Seattle Lesbian & Gay Film Festival: Now in Its 16th Queer Year

Two history lessons at this year's festival.

If modern gay history started at Stonewall, the 1981 identification of HIV/AIDS began its postmodern chapter. Thirty years later, when safe(r) sex and drug cocktails have at least contained that menace (with a vaccine possibly on the horizon), it may be hard for kids born in the ’80s and ’90s to understand the panic and confusion that crushed the ’70s spirit of a gay (or pansexual) utopia from Greenwich Village to the Castro. Most of the programming at this year’s Seattle Lesbian & Gay Film Festival is celebratory and affirmative, in keeping with the times. (Musicals! Dancing! Comedy! Boy cheerleaders!) Gay marriage is on the march. And, apart from certain Republican primary battlegrounds, tolerance seems to be rising in states both red and blue.

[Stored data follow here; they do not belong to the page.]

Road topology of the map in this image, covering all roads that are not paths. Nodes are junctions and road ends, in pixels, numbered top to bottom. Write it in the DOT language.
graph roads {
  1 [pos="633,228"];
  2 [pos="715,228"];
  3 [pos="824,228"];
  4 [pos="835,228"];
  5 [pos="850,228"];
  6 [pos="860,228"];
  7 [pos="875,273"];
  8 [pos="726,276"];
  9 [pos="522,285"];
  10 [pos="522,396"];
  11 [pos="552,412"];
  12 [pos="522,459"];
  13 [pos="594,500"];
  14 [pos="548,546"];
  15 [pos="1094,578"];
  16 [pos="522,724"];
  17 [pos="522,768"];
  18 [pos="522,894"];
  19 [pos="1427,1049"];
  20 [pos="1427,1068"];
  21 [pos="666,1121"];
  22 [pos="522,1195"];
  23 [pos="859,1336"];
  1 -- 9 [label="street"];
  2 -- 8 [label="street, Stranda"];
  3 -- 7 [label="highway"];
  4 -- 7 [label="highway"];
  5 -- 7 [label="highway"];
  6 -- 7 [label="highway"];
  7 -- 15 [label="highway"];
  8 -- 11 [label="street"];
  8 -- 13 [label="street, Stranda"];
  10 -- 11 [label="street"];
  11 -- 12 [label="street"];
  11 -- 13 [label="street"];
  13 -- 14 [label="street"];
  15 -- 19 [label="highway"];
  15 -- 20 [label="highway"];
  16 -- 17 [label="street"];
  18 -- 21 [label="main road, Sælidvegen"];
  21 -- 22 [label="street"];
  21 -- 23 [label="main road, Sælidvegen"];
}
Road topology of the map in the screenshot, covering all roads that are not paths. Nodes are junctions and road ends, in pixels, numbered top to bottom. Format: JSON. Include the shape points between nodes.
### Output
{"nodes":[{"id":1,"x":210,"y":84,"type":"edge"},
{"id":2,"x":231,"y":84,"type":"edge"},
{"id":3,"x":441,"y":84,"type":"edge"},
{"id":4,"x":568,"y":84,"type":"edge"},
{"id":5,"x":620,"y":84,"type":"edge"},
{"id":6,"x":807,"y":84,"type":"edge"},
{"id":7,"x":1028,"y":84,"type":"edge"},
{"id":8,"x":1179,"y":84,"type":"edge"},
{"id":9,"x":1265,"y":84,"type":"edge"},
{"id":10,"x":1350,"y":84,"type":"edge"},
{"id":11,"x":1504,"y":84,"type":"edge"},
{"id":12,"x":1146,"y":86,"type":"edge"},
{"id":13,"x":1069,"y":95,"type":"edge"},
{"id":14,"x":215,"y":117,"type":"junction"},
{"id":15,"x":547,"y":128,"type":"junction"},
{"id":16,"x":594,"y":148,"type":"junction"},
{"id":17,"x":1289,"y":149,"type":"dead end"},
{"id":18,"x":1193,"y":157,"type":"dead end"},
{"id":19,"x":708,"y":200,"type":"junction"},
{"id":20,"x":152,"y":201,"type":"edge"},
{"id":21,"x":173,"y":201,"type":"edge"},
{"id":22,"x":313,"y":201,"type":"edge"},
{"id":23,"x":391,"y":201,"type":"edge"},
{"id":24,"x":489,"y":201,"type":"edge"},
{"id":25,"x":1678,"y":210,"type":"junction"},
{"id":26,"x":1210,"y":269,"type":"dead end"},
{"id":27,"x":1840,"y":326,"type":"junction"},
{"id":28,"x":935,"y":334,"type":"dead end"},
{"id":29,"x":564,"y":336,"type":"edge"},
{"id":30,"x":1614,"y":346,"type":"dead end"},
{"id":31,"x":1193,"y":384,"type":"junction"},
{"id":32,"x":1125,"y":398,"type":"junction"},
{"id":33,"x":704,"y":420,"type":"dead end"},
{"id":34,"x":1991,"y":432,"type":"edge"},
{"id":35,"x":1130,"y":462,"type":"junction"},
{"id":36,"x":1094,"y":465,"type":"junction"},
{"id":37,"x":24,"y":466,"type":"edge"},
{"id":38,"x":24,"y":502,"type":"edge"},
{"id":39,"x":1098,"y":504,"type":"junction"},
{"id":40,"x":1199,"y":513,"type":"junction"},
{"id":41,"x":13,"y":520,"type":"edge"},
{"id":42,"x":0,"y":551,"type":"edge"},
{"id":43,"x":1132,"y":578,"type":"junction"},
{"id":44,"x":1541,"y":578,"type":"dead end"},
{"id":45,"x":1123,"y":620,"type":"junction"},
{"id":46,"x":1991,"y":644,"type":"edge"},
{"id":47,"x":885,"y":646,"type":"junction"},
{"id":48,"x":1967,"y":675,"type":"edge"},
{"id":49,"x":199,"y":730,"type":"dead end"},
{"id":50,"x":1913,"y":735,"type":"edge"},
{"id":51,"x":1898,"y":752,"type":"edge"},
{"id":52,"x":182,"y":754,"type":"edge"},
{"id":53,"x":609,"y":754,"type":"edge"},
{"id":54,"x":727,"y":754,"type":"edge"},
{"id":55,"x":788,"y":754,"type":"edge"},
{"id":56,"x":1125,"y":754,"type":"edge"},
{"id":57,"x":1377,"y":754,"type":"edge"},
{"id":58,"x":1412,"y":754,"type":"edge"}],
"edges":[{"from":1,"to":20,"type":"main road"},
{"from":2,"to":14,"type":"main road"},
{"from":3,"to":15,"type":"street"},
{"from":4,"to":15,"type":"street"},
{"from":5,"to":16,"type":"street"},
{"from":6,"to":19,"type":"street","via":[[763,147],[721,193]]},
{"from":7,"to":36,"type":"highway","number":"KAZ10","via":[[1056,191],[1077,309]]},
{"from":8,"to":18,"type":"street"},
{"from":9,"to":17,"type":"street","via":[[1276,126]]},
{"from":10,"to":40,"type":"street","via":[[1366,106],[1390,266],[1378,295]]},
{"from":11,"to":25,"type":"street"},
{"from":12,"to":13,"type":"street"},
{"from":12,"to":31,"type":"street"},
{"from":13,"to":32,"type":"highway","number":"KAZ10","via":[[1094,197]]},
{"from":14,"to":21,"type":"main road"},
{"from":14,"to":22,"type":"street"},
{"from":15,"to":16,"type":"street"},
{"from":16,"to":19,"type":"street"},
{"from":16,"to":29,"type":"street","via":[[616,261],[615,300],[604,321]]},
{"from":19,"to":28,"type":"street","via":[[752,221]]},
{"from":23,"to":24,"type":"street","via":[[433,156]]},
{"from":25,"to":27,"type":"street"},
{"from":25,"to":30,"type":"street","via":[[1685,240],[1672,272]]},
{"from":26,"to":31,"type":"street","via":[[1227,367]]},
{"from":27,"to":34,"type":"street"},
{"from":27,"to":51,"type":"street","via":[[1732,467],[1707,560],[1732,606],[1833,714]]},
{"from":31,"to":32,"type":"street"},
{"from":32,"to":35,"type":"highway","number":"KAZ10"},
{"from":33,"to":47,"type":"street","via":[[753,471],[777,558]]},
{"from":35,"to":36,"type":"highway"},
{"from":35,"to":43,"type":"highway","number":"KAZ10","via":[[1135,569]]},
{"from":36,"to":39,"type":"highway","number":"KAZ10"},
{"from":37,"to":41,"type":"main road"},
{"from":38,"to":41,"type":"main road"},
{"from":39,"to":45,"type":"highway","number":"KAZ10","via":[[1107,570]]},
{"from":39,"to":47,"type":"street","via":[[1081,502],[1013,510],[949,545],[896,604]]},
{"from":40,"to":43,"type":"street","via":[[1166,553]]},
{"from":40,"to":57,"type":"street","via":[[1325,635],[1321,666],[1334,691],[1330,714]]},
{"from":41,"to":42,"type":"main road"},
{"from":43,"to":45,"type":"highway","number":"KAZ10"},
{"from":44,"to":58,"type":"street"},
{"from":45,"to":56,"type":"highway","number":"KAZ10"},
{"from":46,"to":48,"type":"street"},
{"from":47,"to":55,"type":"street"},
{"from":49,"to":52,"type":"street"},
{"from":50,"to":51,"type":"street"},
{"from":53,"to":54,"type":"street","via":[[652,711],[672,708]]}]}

But we have to look back, as two strong new documentaries at SLGFF explicitly do. One comes from the east, the other from the west. One profiles a famous film scholar and activist who succumbed to AIDS, the other features ordinary folks on the front lines, now middle-aged, who somehow survived. In both, there’s the poignant contrast between snapshots of young, healthy men in the ’70s—who wore their mustaches proudly and their cut-off shorts tight, as God intended—and video testimonials from decades later, when lined faces and gray hair hint at all the funerals and hospices behind them.

A guy who studied silent movies—and all cinema—for hidden queer clues, Vito Russo spent nearly a decade touring his clip-and-lecture show The Celluloid Closet just like the road shows of pre-nickelodeon-era cinema. What he discerned, especially during the pre-code era, was “a secret language” of male glances and hysterical outbursts, of intense female friendships that seemed to exclude leading men. But such characters—think of Robert Walker in Strangers on a Train—were usually bound for the standard “cure or kill” resolution.

Russo finally published The Celluloid Closet in 1981, and it’s now in the canon of cinema studies. Bound for HBO next year, Vito (Cinerama, 6:30 p.m. Sun., Oct. 23) pulls back the dust jacket on Russo, who vowed at 18 to leave New Jersey for Manhattan and never go back. Never during his mid-’60s youth was he uncertain about his sexual identity or rejection of Catholic notions of sin. “I never bought any of it,” says Russo (1946–1990). “I knew they were full of shit.” (His Italian-American family, contrary to the usual clichés, accepted him as he was.)

After moving across the Hudson, Russo remembers tartly, part of the indignity of being gay pre-Stonewall meant suffering regularly raided bars that served watered-down cocktails, because patrons had nowhere else to drink. After Stonewall, Russo was busy as an independent film scholar, TV host, and journalist who profiled his friends Bette Midler and Lily Tomlin for The Advocate. Then came the ’80s, the AIDS crisis, and a return to activism, which consumed the last decade of his life.

Likewise during that decade, the Bay Area was initially slow to recognize the “gay cancer” that, one subject recalls in We Were Here, was greeted with a kind of DIY epidemiology. He remembers reading a flyer in a drugstore window, illustrated with Polaroids of the poster’s Kaposi’s sarcoma lesions, warning his fellow gay men about this unnamed new malady. A nurse—the five interview subjects are identified only by first name—tells how AIDS wards and clinical trials were developed ad hoc, as the medical community struggled to understand and treat the fast-spreading virus. A counselor remembers how he was a failure at anonymous sex—here he hilariously demonstrates his best come-hither look—but a success as a hospice worker, providing intimate support and friendship to the afflicted.

If Vito is about the man, We Were Here is about the many, the community in microcosm and not its individual heroes. (Harvey Milk is only briefly glimpsed in old TV footage and headlines.) By reducing the AIDS epidemic to a few speakers, and distilling those speakers to near-anonymous voices, the doc both personalizes and generalizes the catastrophe. Speaking with no small share of survivors’ guilt, the five get to represent the roughly 15,000 who died before effective drug treatments were introduced in the late ’90s. It’s a terrible responsibility, eloquently served. (The film screens at the Egyptian, 5 p.m. Sat., Oct. 15.)

We Were Here ends on a sad but settled note. Certainly things are better today than they were 30 years ago when, as Russo bitterly notes in Vito about Reagan-era indifference to the AIDS crisis, “The right people are not dying. It’s only fags and junkies, and no one gives a shit.”